Y después, cada cinco o diez años, el momento favorito: la llegada de alguna reliquia. Horas podría estar hablando del morbo que tienen los católicos con las partes del cuerpo zombie de algún tipo que fue santo, monja, novicia, cura o beato por haber hecho quién sabe qué en la época de la peste negra y del que todavía, por algún motivo que no sabemos de explicar, mantenemos un brazo o una pierna, a veces siquiera el cráneo, como si fuera un pickle que traemos y llevamos a todos los lugares del universo a la espera de que más tarde o más temprano eso nos conceda la vida eterna.

Y acá recibíamos con bombos y platillos la pata muerta de Santa Elena. Se hacía una fiesta y una celebración por recibir la pierna gangrenada de alguien que había sido monja de la misma congregación hacía siglos, quizás cuando todavía no había penicilina, y la recibíamos con un número musical mezcla de Misa Criolla y Chiquititas. Cantábamos esa que dice “yo, Señor, con estas manos martillé y me mirabas / y me lo dejabas hacer”, y nos deprimíamos en serio porque así de comprometidas estábamos.

Y después la pierna se iba y las monjas volvían a contarnos que para ser mujeres precisábamos no dejarnos embaucar por ningún hombre, pero que aún así lo más a lo que podíamos aspirar como mujeres, precisamente, era que algún hombre nos embaucara y nos diera, si no la vida eterna, por lo menos, la posibilidad de vivir tranquilas.

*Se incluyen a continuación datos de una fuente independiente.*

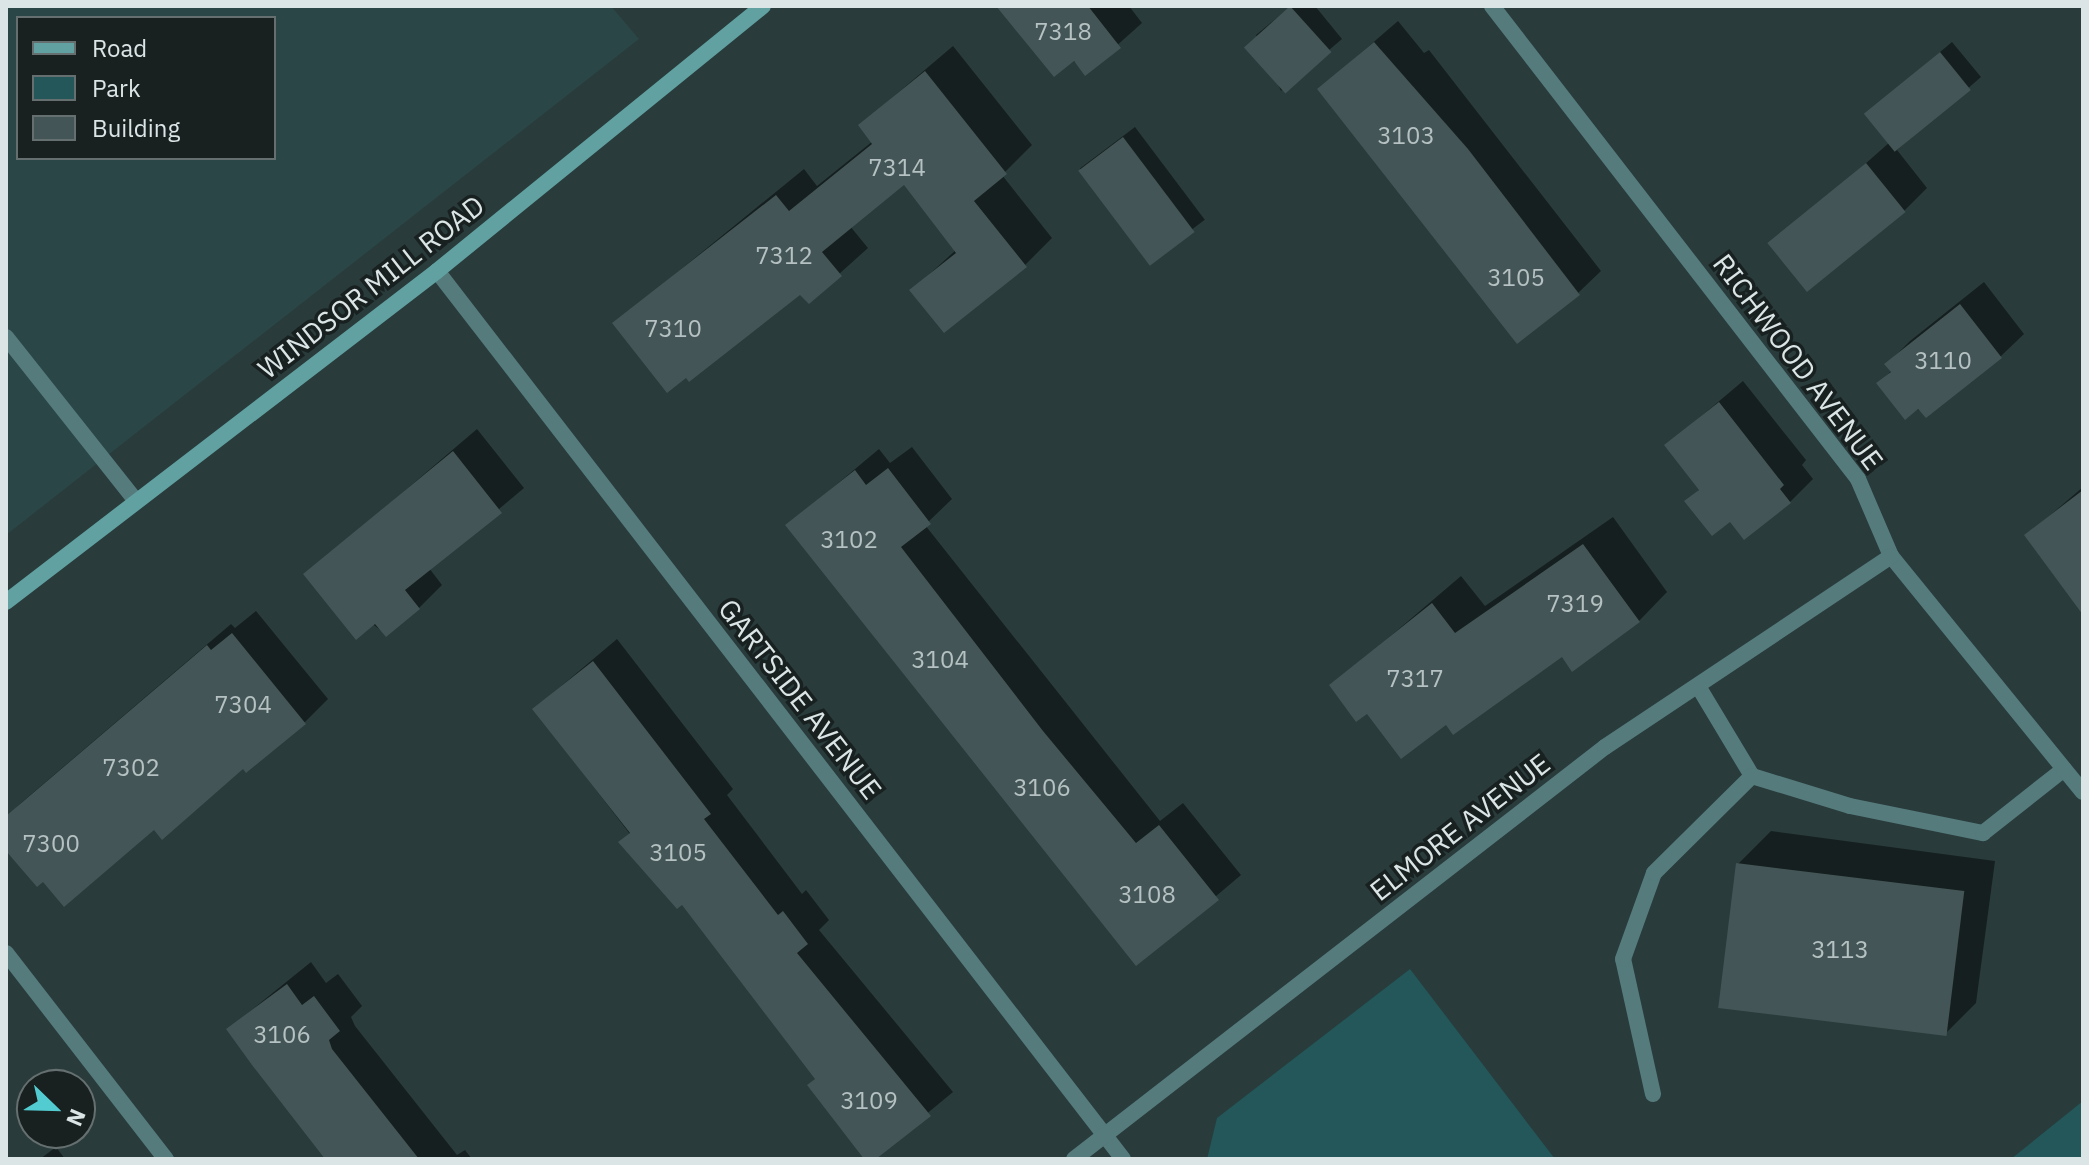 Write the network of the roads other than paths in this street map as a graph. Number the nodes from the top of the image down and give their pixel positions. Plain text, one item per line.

Algo que ellas habían encontrado en Jesucristo, que resultaba ser un inigualable sugar daddy, que las llevaba de vacaciones tres o cuatro veces al año a conocer grandes lugares de la Iglesia Católica, que les permitía vivir sin tener que pagar alquiler, comer de gratarola, tener ropita de arriba y mantener las manos y el CUIL pulcros, sin una sola muestra de haber desempeñado alguna labor.